India has been struggling to hold on to its last few hundreds of big cats left in the wild because of rampant poaching that feeds an illegal international trade, which supplies animal parts to the traditional Chinese medicine market, and also habitat loss, prey depletion and poor management of tiger reserves.
But conservation efforts have paid off. The species breeds quickly wherever there is adequate prey and good protection measures are in place.
Tiger population has been on an upswing since 2006 when it dipped to an alarming 1,411 from over 3,000 in early 2000, prompting the government to form a Tiger Task Force and tighten protection measures.
The increase between 2006 and 2010 didn’t reflect uniformly because only a handful of habitats — such as Corbett National Park in Uttarakhand, Kaziranga National Park in Assam and some reserves in southern India — supported a good population.
The comforting roar was missing from Madhya Pradesh, which was once an undisputed tiger haven. The country’s other popular tiger destinations, Rajasthan and Maharashtra, recorded a dip in numbers in some of their tiger reserves.
Not for long though, as latest trends suggest. “The decreasing trend has either reversed or stopped. There has not been a fall in tiger numbers in any landscape and most have witnessed some increase. Many tiger reserves show a stable population near to its optimal capacity, some are moving in that direction and only a few have shown a slight dip,” the official said, describing Pilibhit in Uttar Pradesh and Bor in Maharashtra as habitats with some concern.
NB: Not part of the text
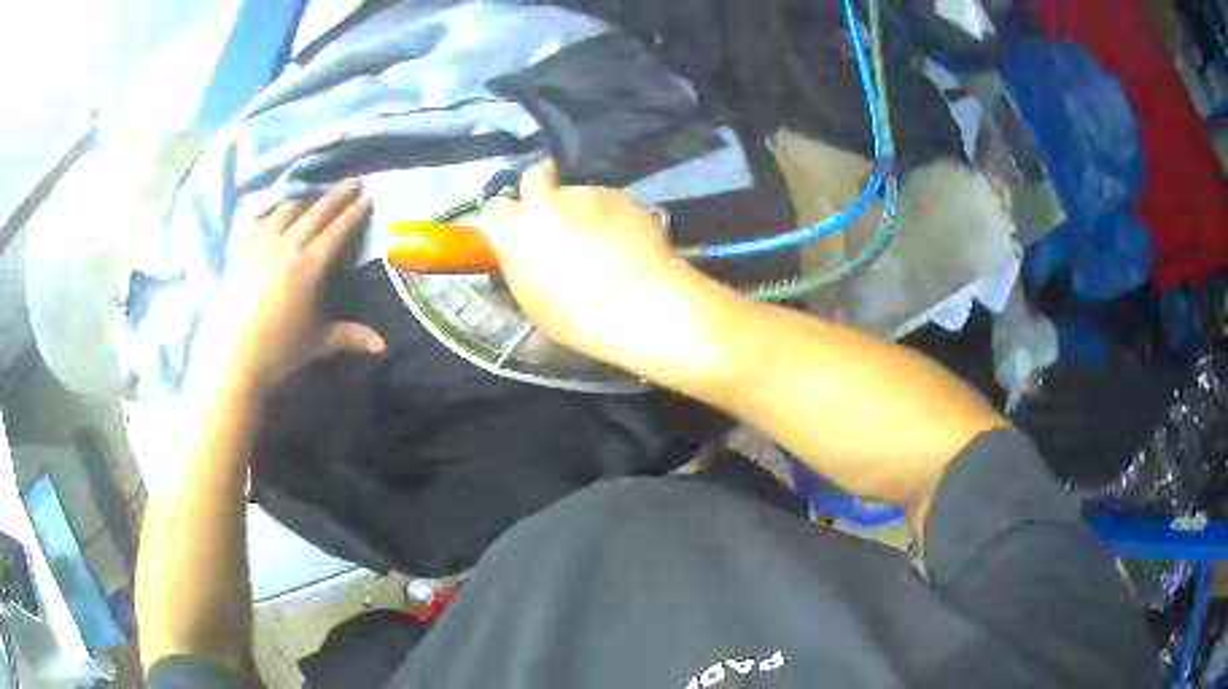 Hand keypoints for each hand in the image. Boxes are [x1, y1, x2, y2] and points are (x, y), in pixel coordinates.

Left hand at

The country has five landscapes — Shivalik-Gangetic Plains, Central India and Eastern Ghats, Western Ghats, North-Eastern India and Sunderbans — for the tiger census that started in early 2013.
Besides the tiger headcount, the census provides useful data on other wildlife living alongside the big cats. Data is collected through camera trap, DNA tests and ground report from thousands of foresters scouring the wild.
The latest report could show a decline in tiger population outside its 47 protected areas the corridors connecting them are in a shambles. Less than 10% of the tiger population lives outside the protected zones — not a small number to be wished away considering so much little are left in India.
Over the past several years, the government has sanctioned projects in some of the corridors despite initial resistance by the National Tiger Reserve Authority.